#### To do
Count the lines that contain the string "paths" in the records beneath, and respond with the number only.

Collected data
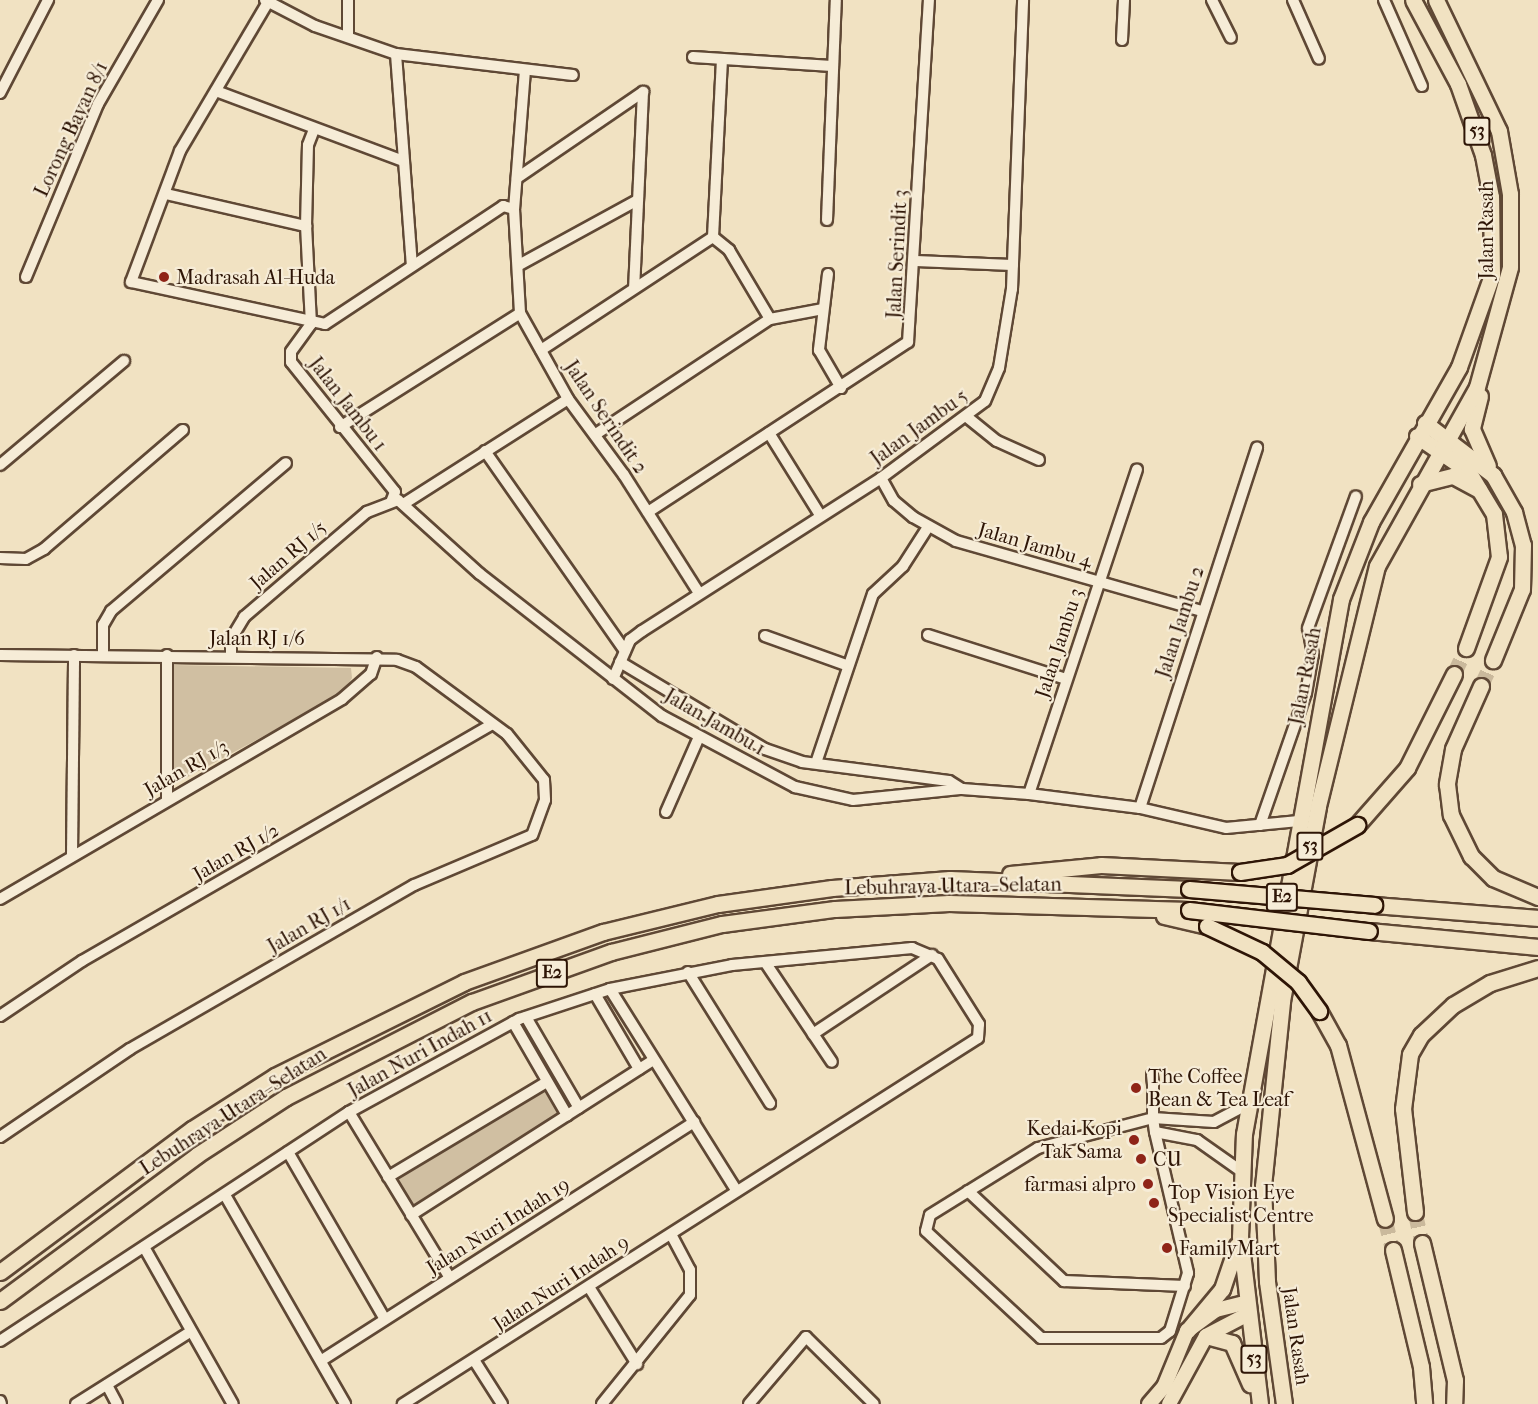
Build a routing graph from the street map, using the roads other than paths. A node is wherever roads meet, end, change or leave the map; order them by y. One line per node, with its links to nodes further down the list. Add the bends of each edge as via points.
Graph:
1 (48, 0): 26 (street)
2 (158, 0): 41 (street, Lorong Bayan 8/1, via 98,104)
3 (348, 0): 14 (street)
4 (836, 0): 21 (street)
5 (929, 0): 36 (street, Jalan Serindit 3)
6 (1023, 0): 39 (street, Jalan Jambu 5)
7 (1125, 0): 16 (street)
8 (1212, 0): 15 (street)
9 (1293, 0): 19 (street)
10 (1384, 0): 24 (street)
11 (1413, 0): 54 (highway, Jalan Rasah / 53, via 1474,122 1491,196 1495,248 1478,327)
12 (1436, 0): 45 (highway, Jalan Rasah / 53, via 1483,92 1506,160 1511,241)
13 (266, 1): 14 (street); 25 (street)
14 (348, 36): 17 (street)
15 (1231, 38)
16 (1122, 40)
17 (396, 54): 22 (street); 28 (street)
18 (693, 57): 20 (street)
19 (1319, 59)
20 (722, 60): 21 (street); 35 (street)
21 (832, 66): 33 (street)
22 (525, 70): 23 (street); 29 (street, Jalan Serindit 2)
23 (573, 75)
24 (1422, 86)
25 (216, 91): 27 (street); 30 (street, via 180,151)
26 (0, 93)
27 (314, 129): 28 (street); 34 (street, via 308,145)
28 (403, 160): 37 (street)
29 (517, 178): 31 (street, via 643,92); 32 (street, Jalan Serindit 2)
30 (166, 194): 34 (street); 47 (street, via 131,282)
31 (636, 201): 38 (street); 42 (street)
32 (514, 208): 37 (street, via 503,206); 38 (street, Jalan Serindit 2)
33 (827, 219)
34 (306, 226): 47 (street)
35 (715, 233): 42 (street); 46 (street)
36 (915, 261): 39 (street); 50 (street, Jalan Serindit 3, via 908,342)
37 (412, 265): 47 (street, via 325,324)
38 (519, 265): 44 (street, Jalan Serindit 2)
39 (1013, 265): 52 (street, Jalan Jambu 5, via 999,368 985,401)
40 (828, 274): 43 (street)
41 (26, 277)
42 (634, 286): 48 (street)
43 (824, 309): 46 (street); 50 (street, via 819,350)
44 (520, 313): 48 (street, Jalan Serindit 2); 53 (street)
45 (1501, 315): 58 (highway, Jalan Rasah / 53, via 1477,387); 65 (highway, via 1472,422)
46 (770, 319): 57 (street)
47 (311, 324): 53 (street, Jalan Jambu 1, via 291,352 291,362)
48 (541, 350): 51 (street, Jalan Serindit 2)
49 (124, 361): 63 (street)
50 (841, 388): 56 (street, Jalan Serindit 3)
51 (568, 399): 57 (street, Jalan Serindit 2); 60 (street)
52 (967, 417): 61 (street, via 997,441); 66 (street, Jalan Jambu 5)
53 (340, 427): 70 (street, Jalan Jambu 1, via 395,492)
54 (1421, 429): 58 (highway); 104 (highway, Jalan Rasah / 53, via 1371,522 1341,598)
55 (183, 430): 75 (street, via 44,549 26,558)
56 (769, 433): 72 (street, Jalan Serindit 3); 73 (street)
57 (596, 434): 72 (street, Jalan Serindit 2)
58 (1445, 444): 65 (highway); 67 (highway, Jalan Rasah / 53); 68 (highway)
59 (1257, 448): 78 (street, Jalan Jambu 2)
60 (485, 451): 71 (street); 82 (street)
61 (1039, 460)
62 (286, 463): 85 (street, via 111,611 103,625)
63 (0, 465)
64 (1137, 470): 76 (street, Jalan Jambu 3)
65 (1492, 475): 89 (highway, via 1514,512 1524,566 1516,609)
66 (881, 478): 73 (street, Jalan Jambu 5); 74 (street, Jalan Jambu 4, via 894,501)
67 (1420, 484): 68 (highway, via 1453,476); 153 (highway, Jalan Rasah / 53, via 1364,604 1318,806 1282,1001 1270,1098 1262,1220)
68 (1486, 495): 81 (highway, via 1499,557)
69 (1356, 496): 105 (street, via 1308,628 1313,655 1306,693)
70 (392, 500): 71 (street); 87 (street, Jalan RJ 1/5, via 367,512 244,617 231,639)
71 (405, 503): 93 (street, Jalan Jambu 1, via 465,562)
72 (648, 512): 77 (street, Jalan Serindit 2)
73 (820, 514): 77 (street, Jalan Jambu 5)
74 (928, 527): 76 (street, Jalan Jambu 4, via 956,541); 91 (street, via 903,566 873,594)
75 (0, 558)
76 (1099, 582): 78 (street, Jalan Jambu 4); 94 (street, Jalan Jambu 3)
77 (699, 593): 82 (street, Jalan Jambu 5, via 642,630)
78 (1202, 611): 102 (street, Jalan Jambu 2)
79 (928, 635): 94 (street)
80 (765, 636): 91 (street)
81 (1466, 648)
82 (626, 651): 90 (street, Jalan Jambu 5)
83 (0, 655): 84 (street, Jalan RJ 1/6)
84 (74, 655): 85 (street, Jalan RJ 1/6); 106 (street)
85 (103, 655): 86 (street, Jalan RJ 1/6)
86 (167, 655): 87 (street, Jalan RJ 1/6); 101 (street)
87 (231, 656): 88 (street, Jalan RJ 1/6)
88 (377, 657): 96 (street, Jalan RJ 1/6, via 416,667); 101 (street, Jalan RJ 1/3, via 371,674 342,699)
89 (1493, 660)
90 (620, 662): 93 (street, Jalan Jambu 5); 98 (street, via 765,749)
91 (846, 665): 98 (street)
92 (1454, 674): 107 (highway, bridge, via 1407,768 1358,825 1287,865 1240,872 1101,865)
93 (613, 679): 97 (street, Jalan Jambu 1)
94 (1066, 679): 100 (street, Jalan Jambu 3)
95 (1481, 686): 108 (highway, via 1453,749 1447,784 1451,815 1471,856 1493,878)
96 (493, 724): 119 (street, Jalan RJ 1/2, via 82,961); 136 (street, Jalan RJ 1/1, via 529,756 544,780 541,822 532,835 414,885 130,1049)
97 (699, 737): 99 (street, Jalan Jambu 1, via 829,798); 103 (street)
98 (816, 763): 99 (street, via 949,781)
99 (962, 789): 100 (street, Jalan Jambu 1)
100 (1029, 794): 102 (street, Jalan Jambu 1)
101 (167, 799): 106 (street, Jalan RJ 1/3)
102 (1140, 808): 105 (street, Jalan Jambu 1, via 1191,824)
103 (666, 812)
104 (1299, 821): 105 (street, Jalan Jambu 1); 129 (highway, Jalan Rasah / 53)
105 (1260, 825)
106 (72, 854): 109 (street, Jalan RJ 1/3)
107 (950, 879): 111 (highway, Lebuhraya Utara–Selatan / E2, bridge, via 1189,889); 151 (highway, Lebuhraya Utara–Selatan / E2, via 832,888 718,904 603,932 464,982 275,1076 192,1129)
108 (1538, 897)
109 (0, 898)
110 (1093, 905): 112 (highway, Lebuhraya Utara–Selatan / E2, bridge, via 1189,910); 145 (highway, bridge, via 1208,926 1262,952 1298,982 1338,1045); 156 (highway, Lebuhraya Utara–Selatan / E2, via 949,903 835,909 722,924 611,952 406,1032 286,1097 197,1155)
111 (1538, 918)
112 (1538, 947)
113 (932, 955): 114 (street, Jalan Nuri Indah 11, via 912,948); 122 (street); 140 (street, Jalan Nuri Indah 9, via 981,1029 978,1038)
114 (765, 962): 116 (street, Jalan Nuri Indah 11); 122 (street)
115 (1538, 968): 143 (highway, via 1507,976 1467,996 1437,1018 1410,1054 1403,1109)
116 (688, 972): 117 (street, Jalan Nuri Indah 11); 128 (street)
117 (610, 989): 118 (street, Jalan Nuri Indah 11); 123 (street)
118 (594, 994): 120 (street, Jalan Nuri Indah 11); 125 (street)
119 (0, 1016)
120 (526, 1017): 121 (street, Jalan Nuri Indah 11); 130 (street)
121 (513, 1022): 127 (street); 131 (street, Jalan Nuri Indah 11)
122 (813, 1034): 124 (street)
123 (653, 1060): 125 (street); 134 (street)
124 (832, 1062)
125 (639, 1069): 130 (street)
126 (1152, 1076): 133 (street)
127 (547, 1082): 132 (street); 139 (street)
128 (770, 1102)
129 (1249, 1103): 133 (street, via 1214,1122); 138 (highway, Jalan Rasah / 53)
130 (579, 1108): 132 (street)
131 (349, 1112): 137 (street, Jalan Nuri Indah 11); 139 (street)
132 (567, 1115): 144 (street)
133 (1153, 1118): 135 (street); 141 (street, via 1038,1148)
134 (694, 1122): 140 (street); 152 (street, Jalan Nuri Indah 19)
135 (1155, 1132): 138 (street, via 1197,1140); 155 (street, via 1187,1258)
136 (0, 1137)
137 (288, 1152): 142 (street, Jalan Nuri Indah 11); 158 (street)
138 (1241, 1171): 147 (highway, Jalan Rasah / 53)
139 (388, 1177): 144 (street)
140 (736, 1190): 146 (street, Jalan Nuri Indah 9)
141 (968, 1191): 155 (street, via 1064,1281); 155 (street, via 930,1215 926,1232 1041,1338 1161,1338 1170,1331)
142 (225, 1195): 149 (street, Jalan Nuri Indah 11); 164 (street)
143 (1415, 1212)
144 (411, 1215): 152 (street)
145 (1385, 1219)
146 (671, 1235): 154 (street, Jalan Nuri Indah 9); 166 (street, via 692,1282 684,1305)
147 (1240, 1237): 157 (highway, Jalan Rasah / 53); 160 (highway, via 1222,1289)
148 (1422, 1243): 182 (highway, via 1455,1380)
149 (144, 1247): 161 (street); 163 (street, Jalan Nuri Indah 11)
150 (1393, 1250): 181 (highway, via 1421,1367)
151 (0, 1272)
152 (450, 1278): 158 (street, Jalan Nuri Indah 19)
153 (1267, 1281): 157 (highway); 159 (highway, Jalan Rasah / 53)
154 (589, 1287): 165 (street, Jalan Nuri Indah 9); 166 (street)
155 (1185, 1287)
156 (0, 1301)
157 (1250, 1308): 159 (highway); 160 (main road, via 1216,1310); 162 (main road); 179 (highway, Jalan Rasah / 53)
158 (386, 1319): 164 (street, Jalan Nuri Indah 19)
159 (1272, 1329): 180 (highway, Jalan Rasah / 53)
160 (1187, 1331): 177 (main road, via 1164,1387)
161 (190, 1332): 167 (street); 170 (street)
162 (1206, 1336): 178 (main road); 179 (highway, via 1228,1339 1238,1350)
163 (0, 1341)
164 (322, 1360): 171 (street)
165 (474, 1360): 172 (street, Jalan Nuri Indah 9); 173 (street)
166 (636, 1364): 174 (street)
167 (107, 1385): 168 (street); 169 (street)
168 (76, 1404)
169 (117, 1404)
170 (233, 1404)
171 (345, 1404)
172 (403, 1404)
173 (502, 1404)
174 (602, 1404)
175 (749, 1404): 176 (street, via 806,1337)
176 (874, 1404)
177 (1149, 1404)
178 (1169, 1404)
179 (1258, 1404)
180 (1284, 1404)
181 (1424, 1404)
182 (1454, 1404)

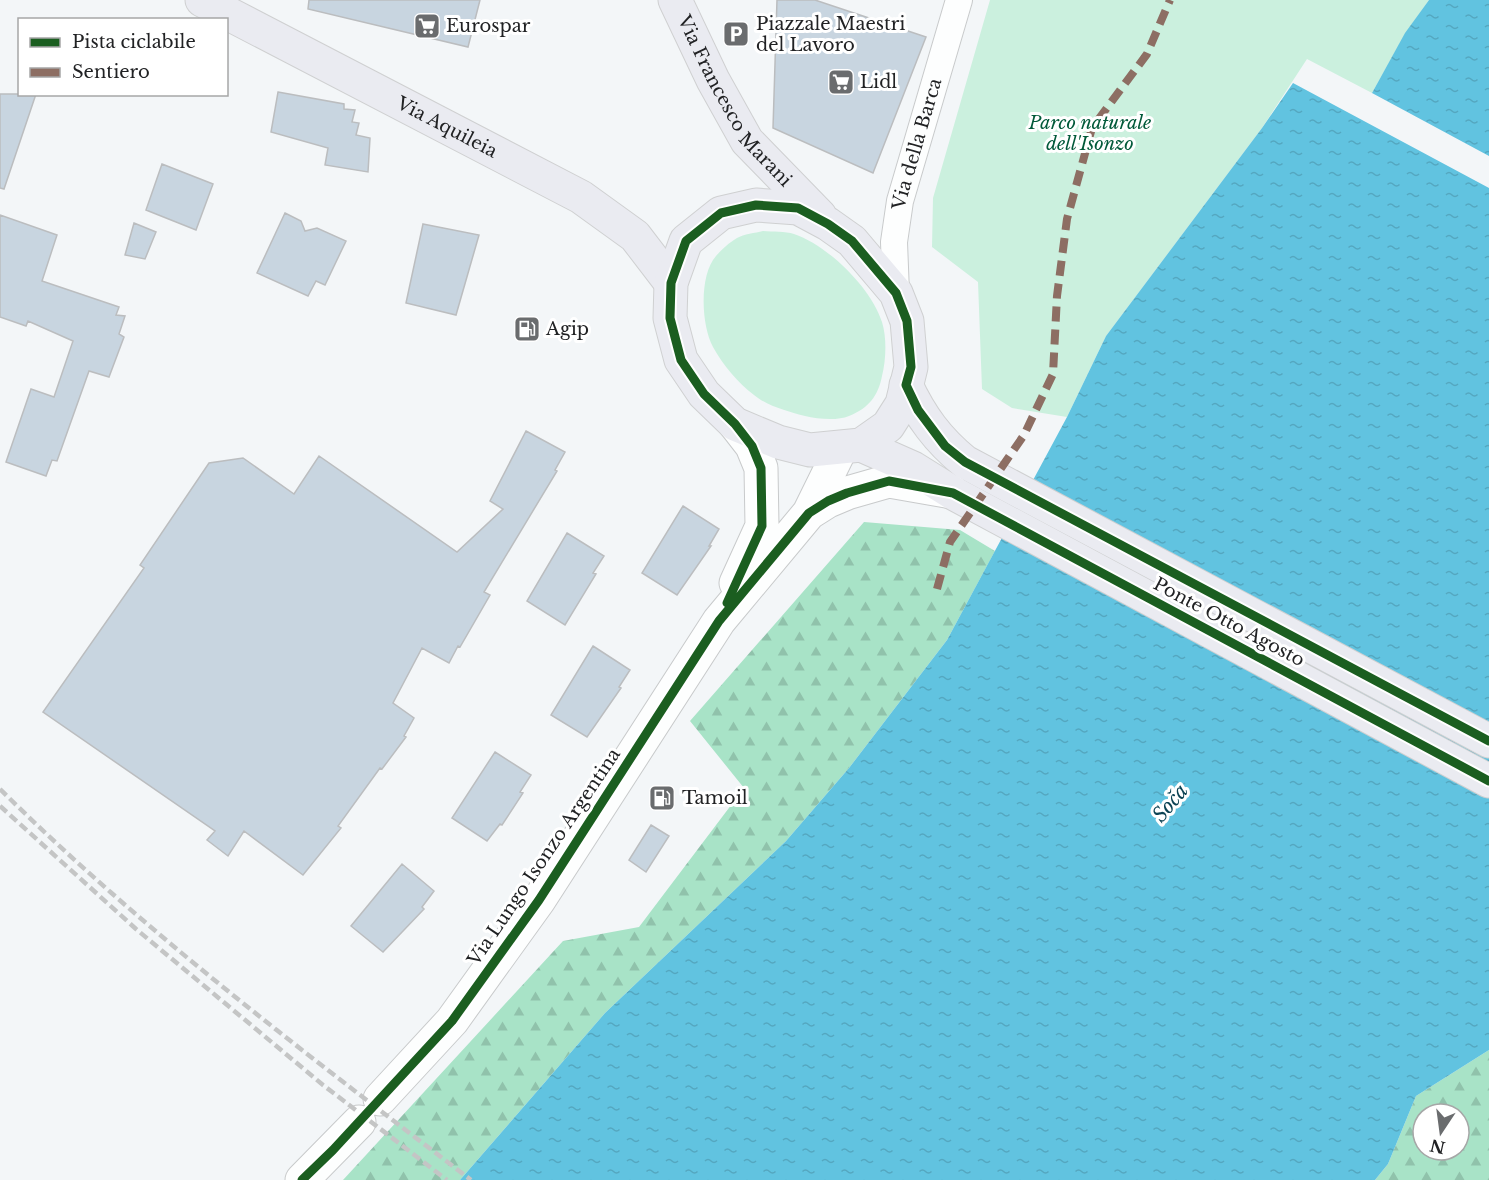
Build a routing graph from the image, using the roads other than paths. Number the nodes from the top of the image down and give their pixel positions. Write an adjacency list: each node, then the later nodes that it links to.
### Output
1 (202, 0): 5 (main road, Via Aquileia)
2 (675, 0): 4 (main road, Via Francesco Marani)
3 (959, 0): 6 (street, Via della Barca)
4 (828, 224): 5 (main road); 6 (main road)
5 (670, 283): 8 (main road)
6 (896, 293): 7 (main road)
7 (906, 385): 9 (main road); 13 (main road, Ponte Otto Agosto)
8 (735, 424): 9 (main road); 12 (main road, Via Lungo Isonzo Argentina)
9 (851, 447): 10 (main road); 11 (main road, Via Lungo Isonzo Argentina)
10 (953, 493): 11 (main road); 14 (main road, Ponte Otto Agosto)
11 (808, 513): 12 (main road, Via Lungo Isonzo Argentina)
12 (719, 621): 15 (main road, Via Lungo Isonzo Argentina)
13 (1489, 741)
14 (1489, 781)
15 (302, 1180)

#### Result
2